Published: 2 October 2015
Image: Cycling Embassy of Denmark

Robert Goodwill, the Parliamentary Under-Secretary of State for Transport and the Minister for Cycling, will accompany British Cycling’s Chris Boardman to Copenhagen.

Robert Goodwill, the Parliamentary Under-Secretary of State for Transport and the Minister for Cycling, will accompany British Cycling’s Chris Boardman to Copenhagen next week, to discuss what the Government can learn from Danish cycling infrastructure.

Olympic gold-medalist Boardman, now British Cycling’s policy adviser, spearheads the ‘Time to Choose Cycling’ campaign to turn Britain into a true cycling nation, and has previously urged political leaders to make cycling a priority as part of an integrated, sustainable, transport strategy.

The examples of countries such as Denmark, Germany and the Netherlands – nations which have prioritised cycling and made it their preferred means of transport – have long been cited as models which Britain can follow.

The minister will take a cycling tour of the Danish capital with Boardman, before discussing ways in which the Danish approach could be implemented in Britain.

Boardman said: “Prior to this year’s general election, the Conservative party announced that it wanted to double the number of journeys made by bicycle, and pledged to invest over £200 million to make cycling safer.

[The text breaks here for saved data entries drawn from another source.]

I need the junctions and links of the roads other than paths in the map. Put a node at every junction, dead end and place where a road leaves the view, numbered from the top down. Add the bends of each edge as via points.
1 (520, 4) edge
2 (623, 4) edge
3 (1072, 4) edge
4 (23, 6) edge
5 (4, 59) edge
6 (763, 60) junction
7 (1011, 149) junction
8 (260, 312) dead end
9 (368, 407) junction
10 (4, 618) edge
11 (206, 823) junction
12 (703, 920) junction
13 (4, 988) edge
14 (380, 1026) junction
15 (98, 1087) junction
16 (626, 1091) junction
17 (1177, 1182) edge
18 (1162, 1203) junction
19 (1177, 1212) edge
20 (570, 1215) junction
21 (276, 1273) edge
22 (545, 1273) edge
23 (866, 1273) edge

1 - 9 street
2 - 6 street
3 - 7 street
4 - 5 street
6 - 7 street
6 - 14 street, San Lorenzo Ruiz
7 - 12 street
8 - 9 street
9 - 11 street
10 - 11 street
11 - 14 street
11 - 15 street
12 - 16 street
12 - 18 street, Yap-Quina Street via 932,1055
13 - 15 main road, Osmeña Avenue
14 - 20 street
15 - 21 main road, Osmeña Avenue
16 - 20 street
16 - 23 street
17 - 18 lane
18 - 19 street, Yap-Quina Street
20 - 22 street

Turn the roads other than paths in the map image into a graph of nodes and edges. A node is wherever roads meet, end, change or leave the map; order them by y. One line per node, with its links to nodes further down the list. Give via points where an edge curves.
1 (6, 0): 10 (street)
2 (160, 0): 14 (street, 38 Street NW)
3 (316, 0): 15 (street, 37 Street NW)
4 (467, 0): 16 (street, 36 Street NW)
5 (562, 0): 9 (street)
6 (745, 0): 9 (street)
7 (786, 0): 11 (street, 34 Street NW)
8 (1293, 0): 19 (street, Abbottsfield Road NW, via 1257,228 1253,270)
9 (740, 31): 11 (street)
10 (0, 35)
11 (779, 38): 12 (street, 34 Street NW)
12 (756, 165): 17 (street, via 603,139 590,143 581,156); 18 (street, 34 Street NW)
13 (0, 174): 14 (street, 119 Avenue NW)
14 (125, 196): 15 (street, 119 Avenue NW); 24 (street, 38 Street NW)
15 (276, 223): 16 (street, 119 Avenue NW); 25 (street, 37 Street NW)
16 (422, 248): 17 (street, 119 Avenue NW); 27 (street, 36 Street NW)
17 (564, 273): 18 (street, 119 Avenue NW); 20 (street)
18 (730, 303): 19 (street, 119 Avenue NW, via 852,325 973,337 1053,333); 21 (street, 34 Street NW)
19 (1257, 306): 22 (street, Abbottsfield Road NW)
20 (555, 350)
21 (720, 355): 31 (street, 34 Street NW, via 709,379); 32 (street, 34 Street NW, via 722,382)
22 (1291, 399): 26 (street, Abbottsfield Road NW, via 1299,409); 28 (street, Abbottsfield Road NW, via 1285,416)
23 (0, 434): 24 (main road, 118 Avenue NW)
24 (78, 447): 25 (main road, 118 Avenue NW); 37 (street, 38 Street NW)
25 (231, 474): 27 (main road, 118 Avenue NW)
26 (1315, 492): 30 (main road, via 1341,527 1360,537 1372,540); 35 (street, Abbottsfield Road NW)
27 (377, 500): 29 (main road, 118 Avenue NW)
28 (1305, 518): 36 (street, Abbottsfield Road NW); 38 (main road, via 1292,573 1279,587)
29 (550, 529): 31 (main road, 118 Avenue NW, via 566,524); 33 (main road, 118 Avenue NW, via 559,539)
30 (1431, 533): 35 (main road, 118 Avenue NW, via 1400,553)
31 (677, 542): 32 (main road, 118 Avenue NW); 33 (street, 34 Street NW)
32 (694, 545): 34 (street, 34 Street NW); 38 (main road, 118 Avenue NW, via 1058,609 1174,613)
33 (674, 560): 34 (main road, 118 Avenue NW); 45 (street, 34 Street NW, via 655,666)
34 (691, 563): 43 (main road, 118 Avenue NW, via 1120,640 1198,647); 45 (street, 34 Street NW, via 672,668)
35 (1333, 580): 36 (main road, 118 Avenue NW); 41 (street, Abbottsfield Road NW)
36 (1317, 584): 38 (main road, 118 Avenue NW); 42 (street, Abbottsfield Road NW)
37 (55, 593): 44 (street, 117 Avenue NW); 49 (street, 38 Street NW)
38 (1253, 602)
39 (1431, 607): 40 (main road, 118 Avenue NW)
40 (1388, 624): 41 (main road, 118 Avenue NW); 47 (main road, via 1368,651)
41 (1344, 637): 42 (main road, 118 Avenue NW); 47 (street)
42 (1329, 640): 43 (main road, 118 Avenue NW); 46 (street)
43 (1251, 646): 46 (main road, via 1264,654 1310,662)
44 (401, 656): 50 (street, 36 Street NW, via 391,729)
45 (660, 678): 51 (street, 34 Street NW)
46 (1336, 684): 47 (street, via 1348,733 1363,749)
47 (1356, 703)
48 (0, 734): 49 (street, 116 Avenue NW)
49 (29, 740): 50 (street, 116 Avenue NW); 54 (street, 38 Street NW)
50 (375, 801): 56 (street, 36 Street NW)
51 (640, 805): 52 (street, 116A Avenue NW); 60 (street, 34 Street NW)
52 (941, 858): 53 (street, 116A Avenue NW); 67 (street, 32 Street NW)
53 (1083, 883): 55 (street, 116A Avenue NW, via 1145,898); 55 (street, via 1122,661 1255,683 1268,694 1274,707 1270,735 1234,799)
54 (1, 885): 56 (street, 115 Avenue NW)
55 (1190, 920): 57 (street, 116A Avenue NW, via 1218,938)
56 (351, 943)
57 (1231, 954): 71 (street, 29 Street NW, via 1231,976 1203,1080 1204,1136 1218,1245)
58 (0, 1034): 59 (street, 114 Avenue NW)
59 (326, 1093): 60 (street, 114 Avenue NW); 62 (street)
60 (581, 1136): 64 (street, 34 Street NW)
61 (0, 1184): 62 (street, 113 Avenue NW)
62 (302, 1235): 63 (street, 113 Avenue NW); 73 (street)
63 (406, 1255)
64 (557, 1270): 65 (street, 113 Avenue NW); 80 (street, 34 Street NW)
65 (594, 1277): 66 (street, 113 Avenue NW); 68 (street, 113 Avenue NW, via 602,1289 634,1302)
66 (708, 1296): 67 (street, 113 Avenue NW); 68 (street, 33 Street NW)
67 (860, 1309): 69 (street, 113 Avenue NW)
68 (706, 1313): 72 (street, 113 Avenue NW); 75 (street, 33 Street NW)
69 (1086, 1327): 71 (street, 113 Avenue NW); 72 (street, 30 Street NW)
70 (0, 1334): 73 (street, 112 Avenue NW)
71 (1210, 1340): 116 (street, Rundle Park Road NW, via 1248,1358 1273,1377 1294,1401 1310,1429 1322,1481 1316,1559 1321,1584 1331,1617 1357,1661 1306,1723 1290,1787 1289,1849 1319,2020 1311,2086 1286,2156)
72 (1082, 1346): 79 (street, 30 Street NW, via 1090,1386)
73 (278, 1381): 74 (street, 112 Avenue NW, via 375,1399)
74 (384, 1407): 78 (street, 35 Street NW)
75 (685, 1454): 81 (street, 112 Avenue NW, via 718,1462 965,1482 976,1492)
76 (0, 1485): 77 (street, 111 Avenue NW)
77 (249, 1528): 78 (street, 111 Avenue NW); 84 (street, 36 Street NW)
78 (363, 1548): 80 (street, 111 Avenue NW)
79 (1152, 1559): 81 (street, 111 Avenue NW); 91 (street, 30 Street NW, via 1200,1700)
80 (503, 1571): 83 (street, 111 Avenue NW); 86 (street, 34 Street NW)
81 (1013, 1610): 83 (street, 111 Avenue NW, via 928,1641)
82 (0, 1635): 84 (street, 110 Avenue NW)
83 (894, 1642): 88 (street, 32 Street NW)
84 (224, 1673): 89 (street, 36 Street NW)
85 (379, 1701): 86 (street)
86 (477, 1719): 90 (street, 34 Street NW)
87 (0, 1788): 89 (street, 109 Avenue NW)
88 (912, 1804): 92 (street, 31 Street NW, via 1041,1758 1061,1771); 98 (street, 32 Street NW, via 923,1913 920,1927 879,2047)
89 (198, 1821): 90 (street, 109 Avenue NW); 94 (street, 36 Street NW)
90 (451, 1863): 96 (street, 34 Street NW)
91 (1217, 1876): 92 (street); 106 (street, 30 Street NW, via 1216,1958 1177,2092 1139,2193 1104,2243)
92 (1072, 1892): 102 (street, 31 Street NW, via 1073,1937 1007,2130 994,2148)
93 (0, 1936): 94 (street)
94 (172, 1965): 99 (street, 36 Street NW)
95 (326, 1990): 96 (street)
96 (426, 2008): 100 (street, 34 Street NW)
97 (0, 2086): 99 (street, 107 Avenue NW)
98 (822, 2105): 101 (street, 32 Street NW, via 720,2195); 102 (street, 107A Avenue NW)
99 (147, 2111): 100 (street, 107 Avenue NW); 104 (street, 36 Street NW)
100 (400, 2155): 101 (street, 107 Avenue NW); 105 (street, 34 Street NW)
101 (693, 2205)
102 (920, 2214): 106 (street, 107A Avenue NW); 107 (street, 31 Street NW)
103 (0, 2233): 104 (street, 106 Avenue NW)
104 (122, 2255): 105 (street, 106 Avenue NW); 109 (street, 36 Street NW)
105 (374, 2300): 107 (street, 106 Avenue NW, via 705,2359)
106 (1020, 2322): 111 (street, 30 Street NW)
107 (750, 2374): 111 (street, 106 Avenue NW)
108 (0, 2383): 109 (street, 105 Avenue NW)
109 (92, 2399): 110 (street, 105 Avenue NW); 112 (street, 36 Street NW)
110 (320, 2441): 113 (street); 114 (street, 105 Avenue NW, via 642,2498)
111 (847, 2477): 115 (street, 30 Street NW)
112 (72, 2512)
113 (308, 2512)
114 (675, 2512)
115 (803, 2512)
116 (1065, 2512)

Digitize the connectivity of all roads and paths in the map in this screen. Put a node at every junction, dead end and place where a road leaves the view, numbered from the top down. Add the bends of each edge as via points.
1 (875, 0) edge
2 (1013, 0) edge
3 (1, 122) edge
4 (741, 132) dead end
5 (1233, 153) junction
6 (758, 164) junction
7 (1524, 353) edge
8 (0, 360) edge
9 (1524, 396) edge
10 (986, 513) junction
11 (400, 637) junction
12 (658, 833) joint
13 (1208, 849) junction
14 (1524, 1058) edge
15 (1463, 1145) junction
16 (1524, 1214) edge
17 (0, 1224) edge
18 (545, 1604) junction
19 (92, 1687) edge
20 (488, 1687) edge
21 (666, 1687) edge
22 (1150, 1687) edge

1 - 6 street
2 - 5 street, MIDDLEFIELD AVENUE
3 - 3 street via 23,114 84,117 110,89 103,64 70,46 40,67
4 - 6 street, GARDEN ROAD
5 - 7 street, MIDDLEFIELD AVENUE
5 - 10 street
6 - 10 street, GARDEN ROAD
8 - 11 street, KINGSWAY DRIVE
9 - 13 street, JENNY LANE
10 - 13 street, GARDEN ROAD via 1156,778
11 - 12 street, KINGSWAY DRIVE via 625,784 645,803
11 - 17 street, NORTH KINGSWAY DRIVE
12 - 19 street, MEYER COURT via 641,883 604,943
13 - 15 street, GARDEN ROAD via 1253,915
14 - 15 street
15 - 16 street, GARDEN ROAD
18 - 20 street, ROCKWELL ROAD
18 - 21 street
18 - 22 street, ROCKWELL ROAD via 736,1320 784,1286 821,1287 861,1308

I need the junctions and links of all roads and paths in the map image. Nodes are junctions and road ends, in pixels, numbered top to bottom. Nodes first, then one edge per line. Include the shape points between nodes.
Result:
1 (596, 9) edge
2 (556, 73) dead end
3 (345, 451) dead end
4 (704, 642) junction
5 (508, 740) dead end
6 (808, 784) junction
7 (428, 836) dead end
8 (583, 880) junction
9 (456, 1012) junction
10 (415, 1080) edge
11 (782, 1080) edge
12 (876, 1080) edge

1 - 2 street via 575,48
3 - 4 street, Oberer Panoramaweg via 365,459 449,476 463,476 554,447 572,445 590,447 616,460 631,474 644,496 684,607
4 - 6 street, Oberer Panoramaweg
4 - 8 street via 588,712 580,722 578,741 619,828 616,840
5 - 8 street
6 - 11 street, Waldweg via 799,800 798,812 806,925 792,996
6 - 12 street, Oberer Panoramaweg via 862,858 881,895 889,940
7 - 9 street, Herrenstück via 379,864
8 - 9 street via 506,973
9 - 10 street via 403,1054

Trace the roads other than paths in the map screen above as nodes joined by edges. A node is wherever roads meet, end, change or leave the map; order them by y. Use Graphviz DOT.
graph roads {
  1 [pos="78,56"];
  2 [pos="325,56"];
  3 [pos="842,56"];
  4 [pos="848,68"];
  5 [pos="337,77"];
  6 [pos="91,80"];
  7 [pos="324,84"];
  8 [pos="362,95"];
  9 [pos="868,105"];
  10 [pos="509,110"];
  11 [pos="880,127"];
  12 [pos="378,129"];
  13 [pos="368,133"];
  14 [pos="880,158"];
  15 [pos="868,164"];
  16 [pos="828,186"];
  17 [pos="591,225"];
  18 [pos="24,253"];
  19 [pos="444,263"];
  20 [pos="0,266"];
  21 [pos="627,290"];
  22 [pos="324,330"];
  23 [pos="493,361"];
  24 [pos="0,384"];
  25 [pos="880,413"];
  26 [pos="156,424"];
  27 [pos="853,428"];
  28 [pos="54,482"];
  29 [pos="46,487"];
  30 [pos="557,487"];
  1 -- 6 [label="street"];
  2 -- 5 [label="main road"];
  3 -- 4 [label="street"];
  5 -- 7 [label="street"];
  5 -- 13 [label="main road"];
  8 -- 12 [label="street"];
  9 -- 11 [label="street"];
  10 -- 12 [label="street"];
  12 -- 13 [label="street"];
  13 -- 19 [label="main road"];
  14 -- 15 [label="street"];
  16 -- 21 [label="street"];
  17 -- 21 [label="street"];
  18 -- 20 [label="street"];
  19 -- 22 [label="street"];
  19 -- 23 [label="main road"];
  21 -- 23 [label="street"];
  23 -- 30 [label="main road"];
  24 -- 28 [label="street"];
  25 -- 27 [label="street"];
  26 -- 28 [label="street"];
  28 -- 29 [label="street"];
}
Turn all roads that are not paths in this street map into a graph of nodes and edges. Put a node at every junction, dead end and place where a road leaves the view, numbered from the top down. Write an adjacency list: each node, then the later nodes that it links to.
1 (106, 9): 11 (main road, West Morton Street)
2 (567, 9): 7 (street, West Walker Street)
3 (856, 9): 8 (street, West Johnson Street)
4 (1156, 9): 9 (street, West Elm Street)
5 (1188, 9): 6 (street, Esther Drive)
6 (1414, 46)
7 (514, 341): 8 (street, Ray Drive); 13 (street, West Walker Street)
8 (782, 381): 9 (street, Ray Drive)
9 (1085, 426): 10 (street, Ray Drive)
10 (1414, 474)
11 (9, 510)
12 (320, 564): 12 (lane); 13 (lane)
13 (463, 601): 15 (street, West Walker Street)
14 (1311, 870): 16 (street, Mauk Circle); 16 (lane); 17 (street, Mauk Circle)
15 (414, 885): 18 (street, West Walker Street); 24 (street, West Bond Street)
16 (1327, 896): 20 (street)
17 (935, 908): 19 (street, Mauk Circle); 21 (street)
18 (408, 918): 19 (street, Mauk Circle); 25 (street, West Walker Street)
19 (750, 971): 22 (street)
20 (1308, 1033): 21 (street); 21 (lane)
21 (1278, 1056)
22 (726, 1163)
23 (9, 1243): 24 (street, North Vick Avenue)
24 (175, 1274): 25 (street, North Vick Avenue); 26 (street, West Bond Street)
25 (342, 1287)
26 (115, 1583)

“This commitment, along with the implementation of the forthcoming Cycling and Walking Investment Strategy, is very encouraging, as is Mr Goodwill’s willingness to view and learn from cycling strategies which have proved successful elsewhere in the world.

“Countries such as Denmark, the Netherlands and Germany have all put cycling at the heart of their transport policy, and are now reaping the rewards. Copenhagen is regarded as one of the most progressive cycling cities in the world, and it is only right that we should want to learn from the best.

The examples of countries such as Denmark, Germany and the Netherlands – nations which have prioritised cycling and made it their preferred means of transport – have long been cited as models which Britain can follow.

“We can clearly see from examples such as Copenhagen that, given adequate investment, cycling can provide a solution to so many of the problems currently faced in Britain’s towns and cities.

“The people who, at Government level, are making decisions which will affect our future and the future of our children should see the alternatives and the possibilities first hand. This trip will be a fantastic opportunity for us to see exactly what can be achieved on our roads.”

As part of his work for British Cycling, Boardman regularly undertakes study tours to some of the world’s leading cycling cities. He visited both Copenhagen and Utrecht, the host city of this year’s Tour de France Grand Depart, earlier this year.